Start of Exercise material

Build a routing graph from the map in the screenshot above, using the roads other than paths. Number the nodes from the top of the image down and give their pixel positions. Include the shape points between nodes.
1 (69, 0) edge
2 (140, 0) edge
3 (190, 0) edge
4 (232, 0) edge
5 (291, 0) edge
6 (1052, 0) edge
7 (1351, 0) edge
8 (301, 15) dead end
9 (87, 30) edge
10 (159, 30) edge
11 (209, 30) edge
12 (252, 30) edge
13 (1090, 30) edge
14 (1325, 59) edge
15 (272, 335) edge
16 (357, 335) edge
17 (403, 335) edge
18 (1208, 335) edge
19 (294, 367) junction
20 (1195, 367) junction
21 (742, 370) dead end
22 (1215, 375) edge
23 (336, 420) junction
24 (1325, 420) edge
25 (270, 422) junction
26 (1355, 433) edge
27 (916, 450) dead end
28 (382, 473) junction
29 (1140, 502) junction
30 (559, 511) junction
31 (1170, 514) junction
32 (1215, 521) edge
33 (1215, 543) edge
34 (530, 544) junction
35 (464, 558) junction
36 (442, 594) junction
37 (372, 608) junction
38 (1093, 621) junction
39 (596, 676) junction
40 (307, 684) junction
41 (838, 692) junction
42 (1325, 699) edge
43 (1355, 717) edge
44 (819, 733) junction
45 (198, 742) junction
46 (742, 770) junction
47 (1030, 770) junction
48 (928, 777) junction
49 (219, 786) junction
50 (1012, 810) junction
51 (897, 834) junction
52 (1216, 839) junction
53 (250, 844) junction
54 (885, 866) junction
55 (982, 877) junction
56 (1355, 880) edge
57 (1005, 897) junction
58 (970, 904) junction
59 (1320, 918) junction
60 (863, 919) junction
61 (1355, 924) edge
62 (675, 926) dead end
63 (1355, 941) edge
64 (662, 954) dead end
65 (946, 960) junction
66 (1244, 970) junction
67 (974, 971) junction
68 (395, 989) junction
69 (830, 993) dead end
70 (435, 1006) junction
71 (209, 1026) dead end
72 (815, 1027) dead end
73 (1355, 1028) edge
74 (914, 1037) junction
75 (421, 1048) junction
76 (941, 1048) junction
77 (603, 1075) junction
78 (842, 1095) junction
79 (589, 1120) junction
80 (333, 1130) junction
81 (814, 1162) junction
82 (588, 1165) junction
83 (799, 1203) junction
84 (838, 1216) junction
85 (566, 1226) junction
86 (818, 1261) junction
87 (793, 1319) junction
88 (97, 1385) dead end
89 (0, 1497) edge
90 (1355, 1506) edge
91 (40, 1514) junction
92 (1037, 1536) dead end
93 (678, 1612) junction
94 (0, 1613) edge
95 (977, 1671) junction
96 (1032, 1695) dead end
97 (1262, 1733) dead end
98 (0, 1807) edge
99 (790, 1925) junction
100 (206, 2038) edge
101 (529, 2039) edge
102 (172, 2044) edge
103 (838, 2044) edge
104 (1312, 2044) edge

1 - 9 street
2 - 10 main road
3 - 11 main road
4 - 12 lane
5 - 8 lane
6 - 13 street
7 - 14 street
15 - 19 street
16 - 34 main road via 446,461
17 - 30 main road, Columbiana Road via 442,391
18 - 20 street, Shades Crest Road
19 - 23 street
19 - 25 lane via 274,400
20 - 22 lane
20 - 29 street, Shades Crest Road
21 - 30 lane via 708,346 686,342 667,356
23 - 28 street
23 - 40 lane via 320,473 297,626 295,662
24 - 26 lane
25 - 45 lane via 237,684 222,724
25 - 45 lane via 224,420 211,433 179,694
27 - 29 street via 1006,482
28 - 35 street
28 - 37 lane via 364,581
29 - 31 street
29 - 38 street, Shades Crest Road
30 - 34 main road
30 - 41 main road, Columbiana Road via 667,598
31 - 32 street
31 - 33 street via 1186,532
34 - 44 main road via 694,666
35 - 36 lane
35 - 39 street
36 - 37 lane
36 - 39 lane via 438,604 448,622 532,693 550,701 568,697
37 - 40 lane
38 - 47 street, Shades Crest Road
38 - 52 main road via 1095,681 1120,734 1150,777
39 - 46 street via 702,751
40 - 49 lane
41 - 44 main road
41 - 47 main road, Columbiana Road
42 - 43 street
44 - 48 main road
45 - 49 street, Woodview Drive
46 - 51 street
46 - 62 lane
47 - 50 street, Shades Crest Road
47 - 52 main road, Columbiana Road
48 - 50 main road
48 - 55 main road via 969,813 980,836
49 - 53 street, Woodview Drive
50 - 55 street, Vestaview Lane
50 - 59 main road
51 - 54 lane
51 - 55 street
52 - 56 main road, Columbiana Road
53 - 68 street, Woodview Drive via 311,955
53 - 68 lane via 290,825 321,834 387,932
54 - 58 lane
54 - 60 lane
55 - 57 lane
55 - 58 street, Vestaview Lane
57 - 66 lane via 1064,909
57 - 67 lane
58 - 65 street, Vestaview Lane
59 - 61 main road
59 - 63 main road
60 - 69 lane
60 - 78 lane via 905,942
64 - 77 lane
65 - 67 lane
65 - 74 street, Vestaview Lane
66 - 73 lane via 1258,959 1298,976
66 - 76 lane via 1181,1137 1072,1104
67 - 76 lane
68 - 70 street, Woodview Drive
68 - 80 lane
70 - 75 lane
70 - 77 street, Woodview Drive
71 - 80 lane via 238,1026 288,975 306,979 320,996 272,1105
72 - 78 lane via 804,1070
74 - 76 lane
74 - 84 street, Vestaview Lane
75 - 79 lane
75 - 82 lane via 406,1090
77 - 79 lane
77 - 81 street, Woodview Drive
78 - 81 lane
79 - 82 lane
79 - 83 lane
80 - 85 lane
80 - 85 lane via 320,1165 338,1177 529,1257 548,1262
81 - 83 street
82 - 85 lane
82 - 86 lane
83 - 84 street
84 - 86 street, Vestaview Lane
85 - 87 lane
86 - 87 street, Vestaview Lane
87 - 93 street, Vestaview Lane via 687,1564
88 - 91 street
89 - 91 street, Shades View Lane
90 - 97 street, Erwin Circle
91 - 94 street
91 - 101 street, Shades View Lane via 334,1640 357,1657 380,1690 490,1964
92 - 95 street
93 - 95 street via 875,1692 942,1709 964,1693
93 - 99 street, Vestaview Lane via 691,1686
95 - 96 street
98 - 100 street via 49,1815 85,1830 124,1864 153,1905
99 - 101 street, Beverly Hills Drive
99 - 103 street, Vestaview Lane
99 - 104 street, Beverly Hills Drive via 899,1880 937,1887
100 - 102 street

End of Exercise material

● How to complete this task
Retype each record, matching it exactly.

● Reply to the task
Build a routing graph from the map in the screenshot above, using the roads other than paths. Number the nodes from the top of the image down and give their pixel positions. Include the shape points between nodes.
1 (69, 0) edge
2 (140, 0) edge
3 (190, 0) edge
4 (232, 0) edge
5 (291, 0) edge
6 (1052, 0) edge
7 (1351, 0) edge
8 (301, 15) dead end
9 (87, 30) edge
10 (159, 30) edge
11 (209, 30) edge
12 (252, 30) edge
13 (1090, 30) edge
14 (1325, 59) edge
15 (272, 335) edge
16 (357, 335) edge
17 (403, 335) edge
18 (1208, 335) edge
19 (294, 367) junction
20 (1195, 367) junction
21 (742, 370) dead end
22 (1215, 375) edge
23 (336, 420) junction
24 (1325, 420) edge
25 (270, 422) junction
26 (1355, 433) edge
27 (916, 450) dead end
28 (382, 473) junction
29 (1140, 502) junction
30 (559, 511) junction
31 (1170, 514) junction
32 (1215, 521) edge
33 (1215, 543) edge
34 (530, 544) junction
35 (464, 558) junction
36 (442, 594) junction
37 (372, 608) junction
38 (1093, 621) junction
39 (596, 676) junction
40 (307, 684) junction
41 (838, 692) junction
42 (1325, 699) edge
43 (1355, 717) edge
44 (819, 733) junction
45 (198, 742) junction
46 (742, 770) junction
47 (1030, 770) junction
48 (928, 777) junction
49 (219, 786) junction
50 (1012, 810) junction
51 (897, 834) junction
52 (1216, 839) junction
53 (250, 844) junction
54 (885, 866) junction
55 (982, 877) junction
56 (1355, 880) edge
57 (1005, 897) junction
58 (970, 904) junction
59 (1320, 918) junction
60 (863, 919) junction
61 (1355, 924) edge
62 (675, 926) dead end
63 (1355, 941) edge
64 (662, 954) dead end
65 (946, 960) junction
66 (1244, 970) junction
67 (974, 971) junction
68 (395, 989) junction
69 (830, 993) dead end
70 (435, 1006) junction
71 (209, 1026) dead end
72 (815, 1027) dead end
73 (1355, 1028) edge
74 (914, 1037) junction
75 (421, 1048) junction
76 (941, 1048) junction
77 (603, 1075) junction
78 (842, 1095) junction
79 (589, 1120) junction
80 (333, 1130) junction
81 (814, 1162) junction
82 (588, 1165) junction
83 (799, 1203) junction
84 (838, 1216) junction
85 (566, 1226) junction
86 (818, 1261) junction
87 (793, 1319) junction
88 (97, 1385) dead end
89 (0, 1497) edge
90 (1355, 1506) edge
91 (40, 1514) junction
92 (1037, 1536) dead end
93 (678, 1612) junction
94 (0, 1613) edge
95 (977, 1671) junction
96 (1032, 1695) dead end
97 (1262, 1733) dead end
98 (0, 1807) edge
99 (790, 1925) junction
100 (206, 2038) edge
101 (529, 2039) edge
102 (172, 2044) edge
103 (838, 2044) edge
104 (1312, 2044) edge

1 - 9 street
2 - 10 main road
3 - 11 main road
4 - 12 lane
5 - 8 lane
6 - 13 street
7 - 14 street
15 - 19 street
16 - 34 main road via 446,461
17 - 30 main road, Columbiana Road via 442,391
18 - 20 street, Shades Crest Road
19 - 23 street
19 - 25 lane via 274,400
20 - 22 lane
20 - 29 street, Shades Crest Road
21 - 30 lane via 708,346 686,342 667,356
23 - 28 street
23 - 40 lane via 320,473 297,626 295,662
24 - 26 lane
25 - 45 lane via 237,684 222,724
25 - 45 lane via 224,420 211,433 179,694
27 - 29 street via 1006,482
28 - 35 street
28 - 37 lane via 364,581
29 - 31 street
29 - 38 street, Shades Crest Road
30 - 34 main road
30 - 41 main road, Columbiana Road via 667,598
31 - 32 street
31 - 33 street via 1186,532
34 - 44 main road via 694,666
35 - 36 lane
35 - 39 street
36 - 37 lane
36 - 39 lane via 438,604 448,622 532,693 550,701 568,697
37 - 40 lane
38 - 47 street, Shades Crest Road
38 - 52 main road via 1095,681 1120,734 1150,777
39 - 46 street via 702,751
40 - 49 lane
41 - 44 main road
41 - 47 main road, Columbiana Road
42 - 43 street
44 - 48 main road
45 - 49 street, Woodview Drive
46 - 51 street
46 - 62 lane
47 - 50 street, Shades Crest Road
47 - 52 main road, Columbiana Road
48 - 50 main road
48 - 55 main road via 969,813 980,836
49 - 53 street, Woodview Drive
50 - 55 street, Vestaview Lane
50 - 59 main road
51 - 54 lane
51 - 55 street
52 - 56 main road, Columbiana Road
53 - 68 street, Woodview Drive via 311,955
53 - 68 lane via 290,825 321,834 387,932
54 - 58 lane
54 - 60 lane
55 - 57 lane
55 - 58 street, Vestaview Lane
57 - 66 lane via 1064,909
57 - 67 lane
58 - 65 street, Vestaview Lane
59 - 61 main road
59 - 63 main road
60 - 69 lane
60 - 78 lane via 905,942
64 - 77 lane
65 - 67 lane
65 - 74 street, Vestaview Lane
66 - 73 lane via 1258,959 1298,976
66 - 76 lane via 1181,1137 1072,1104
67 - 76 lane
68 - 70 street, Woodview Drive
68 - 80 lane
70 - 75 lane
70 - 77 street, Woodview Drive
71 - 80 lane via 238,1026 288,975 306,979 320,996 272,1105
72 - 78 lane via 804,1070
74 - 76 lane
74 - 84 street, Vestaview Lane
75 - 79 lane
75 - 82 lane via 406,1090
77 - 79 lane
77 - 81 street, Woodview Drive
78 - 81 lane
79 - 82 lane
79 - 83 lane
80 - 85 lane
80 - 85 lane via 320,1165 338,1177 529,1257 548,1262
81 - 83 street
82 - 85 lane
82 - 86 lane
83 - 84 street
84 - 86 street, Vestaview Lane
85 - 87 lane
86 - 87 street, Vestaview Lane
87 - 93 street, Vestaview Lane via 687,1564
88 - 91 street
89 - 91 street, Shades View Lane
90 - 97 street, Erwin Circle
91 - 94 street
91 - 101 street, Shades View Lane via 334,1640 357,1657 380,1690 490,1964
92 - 95 street
93 - 95 street via 875,1692 942,1709 964,1693
93 - 99 street, Vestaview Lane via 691,1686
95 - 96 street
98 - 100 street via 49,1815 85,1830 124,1864 153,1905
99 - 101 street, Beverly Hills Drive
99 - 103 street, Vestaview Lane
99 - 104 street, Beverly Hills Drive via 899,1880 937,1887
100 - 102 street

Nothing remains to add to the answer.